*Task directions*: Only the pictures are to be left out; return the rest of the data exactly as it stands.

Stored items
-.-.-

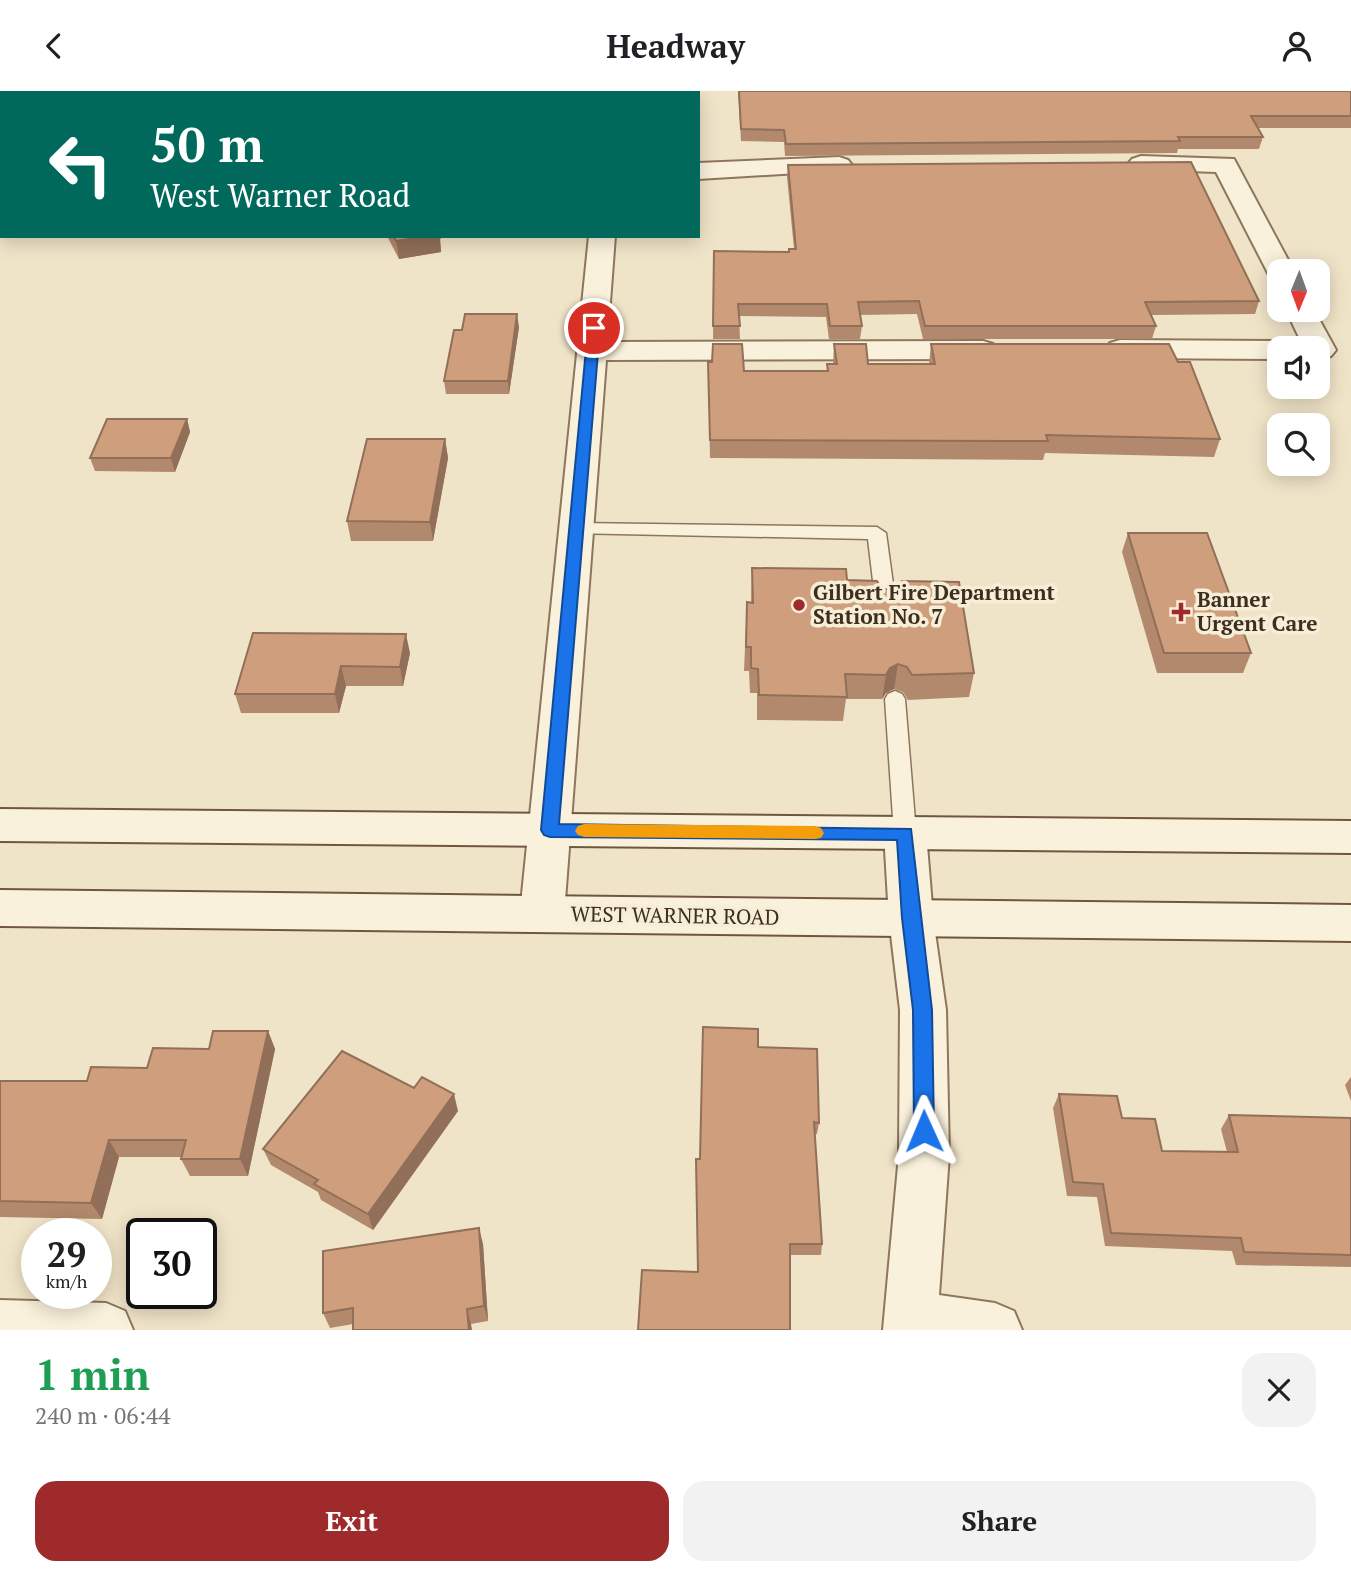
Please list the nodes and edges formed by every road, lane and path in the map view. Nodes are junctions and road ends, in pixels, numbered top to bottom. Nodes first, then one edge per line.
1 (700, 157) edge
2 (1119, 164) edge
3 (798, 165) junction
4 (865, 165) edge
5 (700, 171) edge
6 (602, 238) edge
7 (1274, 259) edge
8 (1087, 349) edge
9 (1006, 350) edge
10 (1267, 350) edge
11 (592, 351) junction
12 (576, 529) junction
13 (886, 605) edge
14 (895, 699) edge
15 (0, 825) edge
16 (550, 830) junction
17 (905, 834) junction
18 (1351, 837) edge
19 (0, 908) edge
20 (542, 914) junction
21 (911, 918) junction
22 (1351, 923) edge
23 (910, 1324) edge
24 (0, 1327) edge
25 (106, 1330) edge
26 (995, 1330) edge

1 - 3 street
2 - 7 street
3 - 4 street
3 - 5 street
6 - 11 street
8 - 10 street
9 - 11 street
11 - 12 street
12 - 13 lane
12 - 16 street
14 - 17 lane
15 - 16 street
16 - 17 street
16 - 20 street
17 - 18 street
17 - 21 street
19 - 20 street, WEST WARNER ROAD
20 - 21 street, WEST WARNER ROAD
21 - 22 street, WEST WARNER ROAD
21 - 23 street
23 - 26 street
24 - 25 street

-.-.-

*Response to the exercise*:
Please list the nodes and edges formed by every road, lane and path in the map view. Nodes are junctions and road ends, in pixels, numbered top to bottom. Nodes first, then one edge per line.
1 (700, 157) edge
2 (1119, 164) edge
3 (798, 165) junction
4 (865, 165) edge
5 (700, 171) edge
6 (602, 238) edge
7 (1274, 259) edge
8 (1087, 349) edge
9 (1006, 350) edge
10 (1267, 350) edge
11 (592, 351) junction
12 (576, 529) junction
13 (886, 605) edge
14 (895, 699) edge
15 (0, 825) edge
16 (550, 830) junction
17 (905, 834) junction
18 (1351, 837) edge
19 (0, 908) edge
20 (542, 914) junction
21 (911, 918) junction
22 (1351, 923) edge
23 (910, 1324) edge
24 (0, 1327) edge
25 (106, 1330) edge
26 (995, 1330) edge

1 - 3 street
2 - 7 street
3 - 4 street
3 - 5 street
6 - 11 street
8 - 10 street
9 - 11 street
11 - 12 street
12 - 13 lane
12 - 16 street
14 - 17 lane
15 - 16 street
16 - 17 street
16 - 20 street
17 - 18 street
17 - 21 street
19 - 20 street, WEST WARNER ROAD
20 - 21 street, WEST WARNER ROAD
21 - 22 street, WEST WARNER ROAD
21 - 23 street
23 - 26 street
24 - 25 street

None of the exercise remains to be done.